*** Opening SUPPLIED DATA ***
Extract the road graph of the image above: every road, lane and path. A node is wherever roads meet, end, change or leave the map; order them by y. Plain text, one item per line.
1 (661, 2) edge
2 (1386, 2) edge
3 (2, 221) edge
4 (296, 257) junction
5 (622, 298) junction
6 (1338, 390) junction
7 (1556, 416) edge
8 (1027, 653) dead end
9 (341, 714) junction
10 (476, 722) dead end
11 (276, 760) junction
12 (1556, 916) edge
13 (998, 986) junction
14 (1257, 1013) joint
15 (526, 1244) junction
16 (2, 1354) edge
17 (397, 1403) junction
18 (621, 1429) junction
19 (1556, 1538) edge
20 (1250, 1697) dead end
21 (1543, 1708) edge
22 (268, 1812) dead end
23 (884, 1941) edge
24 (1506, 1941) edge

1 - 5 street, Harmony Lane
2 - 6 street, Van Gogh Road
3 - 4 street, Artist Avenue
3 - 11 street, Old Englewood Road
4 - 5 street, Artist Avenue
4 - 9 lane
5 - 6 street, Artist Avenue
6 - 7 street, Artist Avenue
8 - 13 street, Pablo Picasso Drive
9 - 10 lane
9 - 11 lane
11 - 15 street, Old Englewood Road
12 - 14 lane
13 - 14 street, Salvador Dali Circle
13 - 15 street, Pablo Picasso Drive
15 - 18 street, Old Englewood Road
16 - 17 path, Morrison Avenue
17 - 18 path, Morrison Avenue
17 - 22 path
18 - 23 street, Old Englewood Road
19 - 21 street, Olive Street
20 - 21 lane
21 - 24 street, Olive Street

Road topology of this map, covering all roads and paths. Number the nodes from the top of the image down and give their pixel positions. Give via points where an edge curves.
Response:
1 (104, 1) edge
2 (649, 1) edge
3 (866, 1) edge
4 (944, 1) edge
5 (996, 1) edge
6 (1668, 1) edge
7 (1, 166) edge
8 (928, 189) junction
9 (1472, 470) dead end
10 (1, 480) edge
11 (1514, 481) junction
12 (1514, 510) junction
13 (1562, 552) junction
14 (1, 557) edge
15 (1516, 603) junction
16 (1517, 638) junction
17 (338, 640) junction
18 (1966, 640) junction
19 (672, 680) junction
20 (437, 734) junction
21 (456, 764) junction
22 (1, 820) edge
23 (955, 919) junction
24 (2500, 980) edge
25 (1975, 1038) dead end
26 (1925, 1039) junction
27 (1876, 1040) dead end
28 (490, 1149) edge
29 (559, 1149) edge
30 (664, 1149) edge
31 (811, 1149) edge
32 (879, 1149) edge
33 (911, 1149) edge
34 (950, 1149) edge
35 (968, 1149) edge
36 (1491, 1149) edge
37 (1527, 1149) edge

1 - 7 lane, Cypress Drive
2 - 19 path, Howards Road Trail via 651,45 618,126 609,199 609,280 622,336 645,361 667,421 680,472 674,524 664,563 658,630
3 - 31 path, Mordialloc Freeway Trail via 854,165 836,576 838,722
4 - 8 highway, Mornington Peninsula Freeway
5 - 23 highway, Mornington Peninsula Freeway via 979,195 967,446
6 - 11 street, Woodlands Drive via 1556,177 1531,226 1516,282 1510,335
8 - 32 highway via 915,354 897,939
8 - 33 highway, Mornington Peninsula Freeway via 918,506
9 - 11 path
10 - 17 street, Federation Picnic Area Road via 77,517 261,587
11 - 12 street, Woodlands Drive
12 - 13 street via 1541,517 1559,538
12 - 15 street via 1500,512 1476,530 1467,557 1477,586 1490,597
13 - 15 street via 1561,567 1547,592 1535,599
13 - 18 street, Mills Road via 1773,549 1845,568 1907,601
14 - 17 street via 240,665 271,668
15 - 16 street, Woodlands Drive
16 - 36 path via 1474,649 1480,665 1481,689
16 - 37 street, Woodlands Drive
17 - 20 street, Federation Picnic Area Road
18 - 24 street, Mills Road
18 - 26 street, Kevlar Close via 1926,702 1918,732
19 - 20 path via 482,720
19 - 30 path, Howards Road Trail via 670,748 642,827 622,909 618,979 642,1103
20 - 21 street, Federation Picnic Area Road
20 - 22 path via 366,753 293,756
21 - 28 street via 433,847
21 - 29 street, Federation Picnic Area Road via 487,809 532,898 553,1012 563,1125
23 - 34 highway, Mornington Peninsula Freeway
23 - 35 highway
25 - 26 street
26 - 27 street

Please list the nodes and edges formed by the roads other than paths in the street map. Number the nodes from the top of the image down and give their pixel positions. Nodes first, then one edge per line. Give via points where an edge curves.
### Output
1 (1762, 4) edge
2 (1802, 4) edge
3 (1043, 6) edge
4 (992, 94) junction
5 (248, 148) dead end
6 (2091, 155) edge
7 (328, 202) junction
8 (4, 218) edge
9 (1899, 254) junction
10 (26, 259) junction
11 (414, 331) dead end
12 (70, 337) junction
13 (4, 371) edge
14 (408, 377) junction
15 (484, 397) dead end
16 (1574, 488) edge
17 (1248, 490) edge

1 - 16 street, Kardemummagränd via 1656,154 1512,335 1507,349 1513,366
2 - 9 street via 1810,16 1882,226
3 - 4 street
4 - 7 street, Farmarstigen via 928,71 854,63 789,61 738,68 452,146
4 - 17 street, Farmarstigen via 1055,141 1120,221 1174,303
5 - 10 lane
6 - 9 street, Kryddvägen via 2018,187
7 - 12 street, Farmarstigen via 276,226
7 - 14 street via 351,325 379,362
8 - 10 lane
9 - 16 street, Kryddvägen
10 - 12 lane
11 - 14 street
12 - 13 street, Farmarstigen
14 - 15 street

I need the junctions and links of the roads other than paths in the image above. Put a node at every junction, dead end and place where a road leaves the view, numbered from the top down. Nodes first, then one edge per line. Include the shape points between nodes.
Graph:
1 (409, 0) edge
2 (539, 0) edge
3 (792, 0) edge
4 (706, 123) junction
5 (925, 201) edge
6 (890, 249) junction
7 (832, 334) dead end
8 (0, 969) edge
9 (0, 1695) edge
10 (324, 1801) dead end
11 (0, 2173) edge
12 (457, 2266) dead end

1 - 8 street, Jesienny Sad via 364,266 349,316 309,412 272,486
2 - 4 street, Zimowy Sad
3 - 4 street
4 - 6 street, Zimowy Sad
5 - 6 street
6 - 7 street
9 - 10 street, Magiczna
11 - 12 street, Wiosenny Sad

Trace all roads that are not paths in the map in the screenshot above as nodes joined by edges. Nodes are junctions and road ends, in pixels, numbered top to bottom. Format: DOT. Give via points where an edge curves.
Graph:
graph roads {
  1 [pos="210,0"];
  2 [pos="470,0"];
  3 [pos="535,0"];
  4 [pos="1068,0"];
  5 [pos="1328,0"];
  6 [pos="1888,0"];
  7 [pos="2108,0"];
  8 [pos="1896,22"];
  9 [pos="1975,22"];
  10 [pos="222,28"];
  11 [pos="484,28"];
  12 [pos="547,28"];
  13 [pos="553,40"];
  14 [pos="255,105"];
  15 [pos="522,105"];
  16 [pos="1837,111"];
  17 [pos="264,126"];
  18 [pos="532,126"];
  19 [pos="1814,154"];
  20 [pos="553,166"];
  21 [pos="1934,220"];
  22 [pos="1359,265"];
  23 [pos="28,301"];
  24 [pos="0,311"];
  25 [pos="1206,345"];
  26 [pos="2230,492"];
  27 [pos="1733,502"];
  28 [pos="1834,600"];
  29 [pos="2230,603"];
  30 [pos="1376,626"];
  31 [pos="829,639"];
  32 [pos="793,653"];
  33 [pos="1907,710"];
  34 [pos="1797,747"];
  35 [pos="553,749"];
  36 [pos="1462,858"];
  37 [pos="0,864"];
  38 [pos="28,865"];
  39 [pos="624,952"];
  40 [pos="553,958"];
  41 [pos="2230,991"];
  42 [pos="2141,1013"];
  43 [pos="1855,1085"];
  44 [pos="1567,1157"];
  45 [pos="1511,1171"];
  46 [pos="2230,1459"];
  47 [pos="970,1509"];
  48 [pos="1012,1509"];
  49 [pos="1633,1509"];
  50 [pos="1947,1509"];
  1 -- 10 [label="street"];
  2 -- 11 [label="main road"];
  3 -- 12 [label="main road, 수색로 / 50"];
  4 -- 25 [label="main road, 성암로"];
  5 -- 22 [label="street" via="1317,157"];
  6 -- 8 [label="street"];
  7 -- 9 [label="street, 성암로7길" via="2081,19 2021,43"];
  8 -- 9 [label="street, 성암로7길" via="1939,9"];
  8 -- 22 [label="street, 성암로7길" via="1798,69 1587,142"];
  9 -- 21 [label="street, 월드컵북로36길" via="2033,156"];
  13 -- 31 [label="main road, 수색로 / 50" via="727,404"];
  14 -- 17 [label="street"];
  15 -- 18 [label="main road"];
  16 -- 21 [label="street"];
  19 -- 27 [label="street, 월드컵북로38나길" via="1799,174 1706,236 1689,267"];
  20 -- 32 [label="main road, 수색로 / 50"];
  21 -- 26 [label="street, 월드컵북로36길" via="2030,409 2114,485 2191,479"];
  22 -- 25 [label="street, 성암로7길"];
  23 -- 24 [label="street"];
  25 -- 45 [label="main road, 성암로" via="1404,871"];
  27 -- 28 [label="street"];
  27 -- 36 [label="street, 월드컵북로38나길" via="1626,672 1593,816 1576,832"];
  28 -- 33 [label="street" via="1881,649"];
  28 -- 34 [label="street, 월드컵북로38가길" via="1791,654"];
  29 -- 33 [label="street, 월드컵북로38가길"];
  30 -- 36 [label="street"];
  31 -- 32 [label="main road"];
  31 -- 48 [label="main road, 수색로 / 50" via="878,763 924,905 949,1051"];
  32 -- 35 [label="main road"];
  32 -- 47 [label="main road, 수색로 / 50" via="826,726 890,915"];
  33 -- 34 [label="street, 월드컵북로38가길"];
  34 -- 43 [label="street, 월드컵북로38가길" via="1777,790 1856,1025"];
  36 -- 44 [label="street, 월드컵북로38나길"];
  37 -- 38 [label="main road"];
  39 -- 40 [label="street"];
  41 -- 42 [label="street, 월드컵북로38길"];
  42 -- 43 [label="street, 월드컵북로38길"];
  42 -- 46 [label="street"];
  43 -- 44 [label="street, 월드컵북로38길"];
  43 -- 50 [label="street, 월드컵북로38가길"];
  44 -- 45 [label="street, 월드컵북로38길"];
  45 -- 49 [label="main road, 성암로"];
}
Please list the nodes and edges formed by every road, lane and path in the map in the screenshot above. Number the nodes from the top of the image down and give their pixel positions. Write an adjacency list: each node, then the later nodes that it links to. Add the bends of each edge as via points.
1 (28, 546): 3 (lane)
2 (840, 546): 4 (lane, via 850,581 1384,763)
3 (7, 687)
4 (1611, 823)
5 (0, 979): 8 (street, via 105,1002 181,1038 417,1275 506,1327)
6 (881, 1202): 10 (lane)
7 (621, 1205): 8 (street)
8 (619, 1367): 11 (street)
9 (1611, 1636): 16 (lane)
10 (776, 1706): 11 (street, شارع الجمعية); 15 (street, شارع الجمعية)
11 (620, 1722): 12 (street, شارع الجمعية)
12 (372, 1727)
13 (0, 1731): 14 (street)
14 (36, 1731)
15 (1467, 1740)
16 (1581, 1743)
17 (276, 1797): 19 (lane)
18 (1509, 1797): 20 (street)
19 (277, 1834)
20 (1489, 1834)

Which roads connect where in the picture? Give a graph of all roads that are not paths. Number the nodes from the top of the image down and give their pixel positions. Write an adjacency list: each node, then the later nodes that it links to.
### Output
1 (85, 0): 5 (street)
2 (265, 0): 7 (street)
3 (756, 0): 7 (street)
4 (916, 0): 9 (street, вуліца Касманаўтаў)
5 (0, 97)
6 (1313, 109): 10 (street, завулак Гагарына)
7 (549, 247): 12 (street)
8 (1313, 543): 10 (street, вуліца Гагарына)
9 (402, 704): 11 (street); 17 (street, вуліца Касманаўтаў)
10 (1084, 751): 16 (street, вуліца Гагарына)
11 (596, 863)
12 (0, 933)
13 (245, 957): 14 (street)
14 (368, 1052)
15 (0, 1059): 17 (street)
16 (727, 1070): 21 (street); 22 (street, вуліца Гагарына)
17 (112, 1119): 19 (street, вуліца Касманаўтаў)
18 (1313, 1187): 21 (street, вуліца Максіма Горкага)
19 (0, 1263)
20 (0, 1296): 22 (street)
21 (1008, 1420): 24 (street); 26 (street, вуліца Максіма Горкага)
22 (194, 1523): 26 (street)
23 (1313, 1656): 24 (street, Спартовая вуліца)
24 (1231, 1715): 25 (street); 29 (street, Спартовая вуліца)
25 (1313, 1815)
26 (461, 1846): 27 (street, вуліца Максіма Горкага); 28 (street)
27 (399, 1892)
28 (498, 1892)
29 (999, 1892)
*** Closing SUPPLIED DATA ***
PROBLEM:
Using the entries shown above, reproduce verbatim the lines from the line bearing "Please list the nodes and edges formed by the" to the line bearing "Trace all roads", inclusive.

EXERCISE OUTPUT:
Please list the nodes and edges formed by the roads other than paths in the street map. Number the nodes from the top of the image down and give their pixel positions. Nodes first, then one edge per line. Give via points where an edge curves.
### Output
1 (1762, 4) edge
2 (1802, 4) edge
3 (1043, 6) edge
4 (992, 94) junction
5 (248, 148) dead end
6 (2091, 155) edge
7 (328, 202) junction
8 (4, 218) edge
9 (1899, 254) junction
10 (26, 259) junction
11 (414, 331) dead end
12 (70, 337) junction
13 (4, 371) edge
14 (408, 377) junction
15 (484, 397) dead end
16 (1574, 488) edge
17 (1248, 490) edge

1 - 16 street, Kardemummagränd via 1656,154 1512,335 1507,349 1513,366
2 - 9 street via 1810,16 1882,226
3 - 4 street
4 - 7 street, Farmarstigen via 928,71 854,63 789,61 738,68 452,146
4 - 17 street, Farmarstigen via 1055,141 1120,221 1174,303
5 - 10 lane
6 - 9 street, Kryddvägen via 2018,187
7 - 12 street, Farmarstigen via 276,226
7 - 14 street via 351,325 379,362
8 - 10 lane
9 - 16 street, Kryddvägen
10 - 12 lane
11 - 14 street
12 - 13 street, Farmarstigen
14 - 15 street

I need the junctions and links of the roads other than paths in the image above. Put a node at every junction, dead end and place where a road leaves the view, numbered from the top down. Nodes first, then one edge per line. Include the shape points between nodes.
Graph:
1 (409, 0) edge
2 (539, 0) edge
3 (792, 0) edge
4 (706, 123) junction
5 (925, 201) edge
6 (890, 249) junction
7 (832, 334) dead end
8 (0, 969) edge
9 (0, 1695) edge
10 (324, 1801) dead end
11 (0, 2173) edge
12 (457, 2266) dead end

1 - 8 street, Jesienny Sad via 364,266 349,316 309,412 272,486
2 - 4 street, Zimowy Sad
3 - 4 street
4 - 6 street, Zimowy Sad
5 - 6 street
6 - 7 street
9 - 10 street, Magiczna
11 - 12 street, Wiosenny Sad

Trace all roads that are not paths in the map in the screenshot above as nodes joined by edges. Nodes are junctions and road ends, in pixels, numbered top to bottom. Format: DOT. Give via points where an edge curves.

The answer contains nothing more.